--- Available data ---

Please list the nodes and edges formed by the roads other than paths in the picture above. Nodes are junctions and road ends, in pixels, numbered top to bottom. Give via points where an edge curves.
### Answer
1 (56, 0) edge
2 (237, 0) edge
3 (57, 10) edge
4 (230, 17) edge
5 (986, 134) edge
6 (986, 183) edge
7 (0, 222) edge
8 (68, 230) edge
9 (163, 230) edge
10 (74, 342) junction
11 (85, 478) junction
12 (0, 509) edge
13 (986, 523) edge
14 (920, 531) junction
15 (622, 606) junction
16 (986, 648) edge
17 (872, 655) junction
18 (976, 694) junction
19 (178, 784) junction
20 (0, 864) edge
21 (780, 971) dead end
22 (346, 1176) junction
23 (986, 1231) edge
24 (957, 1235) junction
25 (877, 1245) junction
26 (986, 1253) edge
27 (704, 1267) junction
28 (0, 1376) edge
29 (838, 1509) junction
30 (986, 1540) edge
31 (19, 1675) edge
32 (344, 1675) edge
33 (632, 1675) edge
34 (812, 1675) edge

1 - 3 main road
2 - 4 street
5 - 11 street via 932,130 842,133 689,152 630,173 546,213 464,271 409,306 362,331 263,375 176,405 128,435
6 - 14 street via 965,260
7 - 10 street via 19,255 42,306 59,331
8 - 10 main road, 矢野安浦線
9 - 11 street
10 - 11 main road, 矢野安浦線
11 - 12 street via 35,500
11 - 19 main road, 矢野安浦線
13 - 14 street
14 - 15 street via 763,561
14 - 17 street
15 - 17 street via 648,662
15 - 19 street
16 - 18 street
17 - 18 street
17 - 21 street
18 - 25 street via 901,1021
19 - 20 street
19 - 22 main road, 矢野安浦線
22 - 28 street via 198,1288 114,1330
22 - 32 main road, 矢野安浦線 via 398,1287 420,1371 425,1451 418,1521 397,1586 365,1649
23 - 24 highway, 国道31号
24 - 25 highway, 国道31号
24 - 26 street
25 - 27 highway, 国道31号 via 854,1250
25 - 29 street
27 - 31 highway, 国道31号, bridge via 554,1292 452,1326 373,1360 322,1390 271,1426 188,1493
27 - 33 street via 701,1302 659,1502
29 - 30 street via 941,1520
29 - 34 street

---

Where does "highway" appear in the records above? Copy every line that has it.

Answer to this task:
23 - 24 highway, 国道31号
24 - 25 highway, 国道31号
25 - 27 highway, 国道31号 via 854,1250
27 - 31 highway, 国道31号, bridge via 554,1292 452,1326 373,1360 322,1390 271,1426 188,1493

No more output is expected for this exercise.